إنَّ أُنَاسًا كَانُوا يُؤْخَذُونَ بالوَحْيِ في عَهْدِ رَسولِ اللَّهِ صلَّى اللهُ عليه وسلَّمَ،
وإنَّ الوَحْيَ قَدِ انْقَطَعَ،
وإنَّما نَأْخُذُكُمُ الآنَ بما ظَهَرَ لَنَا مِن أعْمَالِكُمْ،
فمَن أظْهَرَ لَنَا خَيْرًا، أمِنَّاهُ وقَرَّبْنَاهُ،
وليسَ إلَيْنَا مِن سَرِيرَتِهِ شَيءٌ،
اللَّهُ يُحَاسِبُهُ في سَرِيرَتِهِ،
ومَن أظْهَرَ لَنَا سُوءًا،
لَمْ نَأْمَنْهُ ولَمْ نُصَدِّقْهُ،
وإنْ قالَ: إنَّ سَرِيرَتَهُ حَسَنَةٌ
الراوي : عمر بن الخطاب |
المحدث : البخاري |
المصدر : صحيح البخاري
الصفحة أو الرقم: 2641 |
خلاصة حكم المحدث : [صحيح]
Dulu semasa Rasulullah masih hidup, dalam menghakimi seseorang, ada beberapa orang yg divonis langsung lewat wahyu.

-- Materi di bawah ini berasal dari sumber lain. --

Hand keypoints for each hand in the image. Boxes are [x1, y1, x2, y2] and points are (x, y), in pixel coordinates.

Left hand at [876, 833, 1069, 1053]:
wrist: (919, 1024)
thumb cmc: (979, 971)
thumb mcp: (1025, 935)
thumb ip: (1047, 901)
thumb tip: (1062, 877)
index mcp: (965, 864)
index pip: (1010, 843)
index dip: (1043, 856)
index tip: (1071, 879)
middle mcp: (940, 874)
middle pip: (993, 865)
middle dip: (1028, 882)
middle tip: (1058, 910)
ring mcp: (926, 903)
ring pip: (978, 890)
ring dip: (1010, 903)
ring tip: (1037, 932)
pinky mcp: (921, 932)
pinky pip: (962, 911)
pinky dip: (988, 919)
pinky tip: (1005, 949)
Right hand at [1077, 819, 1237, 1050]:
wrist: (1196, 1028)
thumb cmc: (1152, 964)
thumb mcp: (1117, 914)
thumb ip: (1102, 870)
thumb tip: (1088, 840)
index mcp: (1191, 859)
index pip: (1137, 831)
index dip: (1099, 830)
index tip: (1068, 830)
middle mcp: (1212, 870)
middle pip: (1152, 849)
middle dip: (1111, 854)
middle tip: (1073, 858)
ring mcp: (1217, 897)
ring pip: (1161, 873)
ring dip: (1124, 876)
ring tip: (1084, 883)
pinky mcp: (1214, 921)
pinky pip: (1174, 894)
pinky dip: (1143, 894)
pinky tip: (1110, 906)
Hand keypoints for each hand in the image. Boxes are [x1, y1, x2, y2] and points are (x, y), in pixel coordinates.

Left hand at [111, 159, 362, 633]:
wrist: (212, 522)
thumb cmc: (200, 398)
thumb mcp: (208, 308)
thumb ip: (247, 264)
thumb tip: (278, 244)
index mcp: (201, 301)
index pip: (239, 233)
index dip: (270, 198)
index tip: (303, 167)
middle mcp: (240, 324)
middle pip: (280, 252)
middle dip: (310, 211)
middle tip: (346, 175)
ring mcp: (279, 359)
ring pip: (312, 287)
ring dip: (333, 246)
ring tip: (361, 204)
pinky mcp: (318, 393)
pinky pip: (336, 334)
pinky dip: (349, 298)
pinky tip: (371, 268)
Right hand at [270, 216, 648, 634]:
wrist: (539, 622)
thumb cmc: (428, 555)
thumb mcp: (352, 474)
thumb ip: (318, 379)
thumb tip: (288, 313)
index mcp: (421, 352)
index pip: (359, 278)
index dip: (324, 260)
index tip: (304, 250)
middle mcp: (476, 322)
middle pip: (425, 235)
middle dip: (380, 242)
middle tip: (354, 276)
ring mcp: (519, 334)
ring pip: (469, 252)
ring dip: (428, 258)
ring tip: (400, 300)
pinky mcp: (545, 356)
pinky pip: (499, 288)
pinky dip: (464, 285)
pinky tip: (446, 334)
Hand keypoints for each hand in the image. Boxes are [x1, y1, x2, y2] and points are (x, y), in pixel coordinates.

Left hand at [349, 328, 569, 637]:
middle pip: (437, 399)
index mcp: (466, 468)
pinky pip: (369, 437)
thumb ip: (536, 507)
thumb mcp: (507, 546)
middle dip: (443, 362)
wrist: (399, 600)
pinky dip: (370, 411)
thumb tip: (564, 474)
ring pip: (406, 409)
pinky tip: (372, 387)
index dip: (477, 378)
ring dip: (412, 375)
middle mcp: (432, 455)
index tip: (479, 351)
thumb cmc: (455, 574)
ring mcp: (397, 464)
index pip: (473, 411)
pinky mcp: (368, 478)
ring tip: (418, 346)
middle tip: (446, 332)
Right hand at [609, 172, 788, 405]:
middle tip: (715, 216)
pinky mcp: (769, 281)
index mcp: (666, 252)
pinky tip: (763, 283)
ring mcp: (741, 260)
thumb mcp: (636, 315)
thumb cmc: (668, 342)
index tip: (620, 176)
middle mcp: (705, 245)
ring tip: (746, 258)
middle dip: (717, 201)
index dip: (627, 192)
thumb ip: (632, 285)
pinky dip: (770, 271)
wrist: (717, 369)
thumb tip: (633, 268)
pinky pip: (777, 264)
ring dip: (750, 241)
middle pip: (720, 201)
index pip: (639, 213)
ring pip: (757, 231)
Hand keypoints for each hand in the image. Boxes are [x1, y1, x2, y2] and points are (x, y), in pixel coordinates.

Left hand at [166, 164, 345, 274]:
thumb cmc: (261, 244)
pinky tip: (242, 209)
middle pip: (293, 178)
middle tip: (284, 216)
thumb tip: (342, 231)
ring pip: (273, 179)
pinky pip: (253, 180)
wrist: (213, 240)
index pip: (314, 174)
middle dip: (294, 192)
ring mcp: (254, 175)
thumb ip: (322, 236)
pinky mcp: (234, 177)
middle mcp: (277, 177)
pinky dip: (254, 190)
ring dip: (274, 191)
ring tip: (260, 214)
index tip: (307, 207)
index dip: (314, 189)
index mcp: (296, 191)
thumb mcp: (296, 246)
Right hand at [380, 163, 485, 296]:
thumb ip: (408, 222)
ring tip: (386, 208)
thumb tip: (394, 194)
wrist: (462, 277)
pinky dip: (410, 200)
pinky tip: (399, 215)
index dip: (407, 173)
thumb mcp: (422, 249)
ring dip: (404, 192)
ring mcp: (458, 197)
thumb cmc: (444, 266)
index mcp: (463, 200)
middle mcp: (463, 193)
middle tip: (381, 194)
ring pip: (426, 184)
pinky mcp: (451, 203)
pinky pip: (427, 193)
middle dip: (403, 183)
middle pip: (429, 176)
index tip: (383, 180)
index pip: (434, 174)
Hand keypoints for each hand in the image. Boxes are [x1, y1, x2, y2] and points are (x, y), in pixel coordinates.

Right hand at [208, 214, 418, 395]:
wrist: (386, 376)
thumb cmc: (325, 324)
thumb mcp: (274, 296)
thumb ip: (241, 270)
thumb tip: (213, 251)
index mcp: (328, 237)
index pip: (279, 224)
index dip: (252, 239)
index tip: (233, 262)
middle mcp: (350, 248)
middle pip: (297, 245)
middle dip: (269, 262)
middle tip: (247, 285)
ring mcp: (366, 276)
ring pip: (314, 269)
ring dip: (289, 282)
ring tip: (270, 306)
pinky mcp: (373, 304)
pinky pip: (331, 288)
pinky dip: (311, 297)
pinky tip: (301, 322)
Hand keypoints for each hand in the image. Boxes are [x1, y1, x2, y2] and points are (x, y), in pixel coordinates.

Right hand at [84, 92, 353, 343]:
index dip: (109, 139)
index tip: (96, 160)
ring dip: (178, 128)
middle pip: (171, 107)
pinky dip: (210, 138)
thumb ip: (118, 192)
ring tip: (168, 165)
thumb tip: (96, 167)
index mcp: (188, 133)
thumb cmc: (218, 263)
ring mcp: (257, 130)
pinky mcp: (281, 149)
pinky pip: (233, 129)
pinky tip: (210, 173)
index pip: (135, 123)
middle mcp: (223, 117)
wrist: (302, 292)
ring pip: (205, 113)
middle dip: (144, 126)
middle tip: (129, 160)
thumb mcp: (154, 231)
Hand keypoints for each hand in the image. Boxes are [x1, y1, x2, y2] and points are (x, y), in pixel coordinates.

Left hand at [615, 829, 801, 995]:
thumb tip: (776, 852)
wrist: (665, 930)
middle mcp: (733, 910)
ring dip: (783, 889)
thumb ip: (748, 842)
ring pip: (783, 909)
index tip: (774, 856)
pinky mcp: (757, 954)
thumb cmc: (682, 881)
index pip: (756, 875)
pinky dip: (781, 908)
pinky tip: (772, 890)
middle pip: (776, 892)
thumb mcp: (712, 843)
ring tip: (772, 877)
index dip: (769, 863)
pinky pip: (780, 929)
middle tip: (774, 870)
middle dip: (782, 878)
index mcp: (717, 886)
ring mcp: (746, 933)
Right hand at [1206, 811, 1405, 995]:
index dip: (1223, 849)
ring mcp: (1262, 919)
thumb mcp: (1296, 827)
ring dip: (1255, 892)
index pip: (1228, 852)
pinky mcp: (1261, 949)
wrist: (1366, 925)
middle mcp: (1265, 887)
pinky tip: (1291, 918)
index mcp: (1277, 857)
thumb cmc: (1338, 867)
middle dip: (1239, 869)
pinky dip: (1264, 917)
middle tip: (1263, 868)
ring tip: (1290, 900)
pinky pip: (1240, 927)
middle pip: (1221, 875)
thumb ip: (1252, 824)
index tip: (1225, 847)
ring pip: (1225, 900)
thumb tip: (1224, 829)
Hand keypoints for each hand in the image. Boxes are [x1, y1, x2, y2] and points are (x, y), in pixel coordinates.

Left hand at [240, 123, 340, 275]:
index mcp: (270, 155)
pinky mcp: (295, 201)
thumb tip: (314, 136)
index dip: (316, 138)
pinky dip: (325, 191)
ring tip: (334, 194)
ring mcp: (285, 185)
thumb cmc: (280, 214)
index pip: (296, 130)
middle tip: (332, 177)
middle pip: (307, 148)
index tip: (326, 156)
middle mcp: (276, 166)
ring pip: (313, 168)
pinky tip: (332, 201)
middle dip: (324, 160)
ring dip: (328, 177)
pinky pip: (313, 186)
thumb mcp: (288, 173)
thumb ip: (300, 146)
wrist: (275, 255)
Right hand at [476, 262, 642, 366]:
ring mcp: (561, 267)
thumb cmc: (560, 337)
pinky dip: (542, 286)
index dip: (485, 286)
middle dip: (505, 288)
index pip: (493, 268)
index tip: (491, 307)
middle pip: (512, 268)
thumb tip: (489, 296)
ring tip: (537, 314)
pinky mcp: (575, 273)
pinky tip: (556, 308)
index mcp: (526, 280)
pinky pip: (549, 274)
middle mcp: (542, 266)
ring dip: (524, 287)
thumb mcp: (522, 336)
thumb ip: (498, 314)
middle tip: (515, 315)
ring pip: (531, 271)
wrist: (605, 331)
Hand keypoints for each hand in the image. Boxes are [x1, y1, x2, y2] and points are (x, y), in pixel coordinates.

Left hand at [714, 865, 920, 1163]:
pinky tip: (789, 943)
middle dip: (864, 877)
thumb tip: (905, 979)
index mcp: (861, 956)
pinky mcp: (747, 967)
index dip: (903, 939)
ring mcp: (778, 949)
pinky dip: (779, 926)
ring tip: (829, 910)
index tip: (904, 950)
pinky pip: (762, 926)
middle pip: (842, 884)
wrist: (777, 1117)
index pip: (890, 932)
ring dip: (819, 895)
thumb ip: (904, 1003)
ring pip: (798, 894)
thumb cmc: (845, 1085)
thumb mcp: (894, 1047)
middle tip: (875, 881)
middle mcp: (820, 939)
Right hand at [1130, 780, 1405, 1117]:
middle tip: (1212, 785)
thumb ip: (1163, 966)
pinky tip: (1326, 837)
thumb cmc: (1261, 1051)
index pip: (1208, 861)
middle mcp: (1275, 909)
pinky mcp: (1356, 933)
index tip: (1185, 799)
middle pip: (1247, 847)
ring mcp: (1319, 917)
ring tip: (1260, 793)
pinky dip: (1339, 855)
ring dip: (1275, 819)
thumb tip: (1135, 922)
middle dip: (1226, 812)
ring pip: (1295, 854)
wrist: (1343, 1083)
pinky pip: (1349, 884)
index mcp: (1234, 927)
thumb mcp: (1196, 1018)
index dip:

Sepeninggal beliau, tiada lagi wahyu yg turun untuk menjelaskan status seseorang.
Oleh sebab itu Umar bin Khottob berkata, "Sekarang kami putuskan sikap terhadap kalian berdasarkan tampilan lahir yang nampak dari amal harian kalian."
Siapa yang di hadapan kami menunjukkan tampilan yg baik, maka kami merasa aman dekat dengan mereka, dan kami hormati mereka.
Sama sekali kami tidak punya wewenang dalam menilai batinnya.
Kami serahkan penilaian kondisi batin mereka kepada Allah, biar Dia yang menghisab mereka.
Sedangkan orang yang di mata kami secara lahir nampak buruk, maka kami tidak merasa aman dan percaya kepada mereka, sekalipun secara lesan ia mengaku batinnya itu baik.
وفي الحديثِ: أنَّ الأصلَ في المسلمِ العدَالةُ حتَّى يَظهَرَ منه ما يُنافِيها
Dalam sebuah riwayat disebutkan, bahwa pada dasarnya, semua orang muslim itu adil, sampai ia menunjukkan sesuatu yg menyelisihi keadilannya.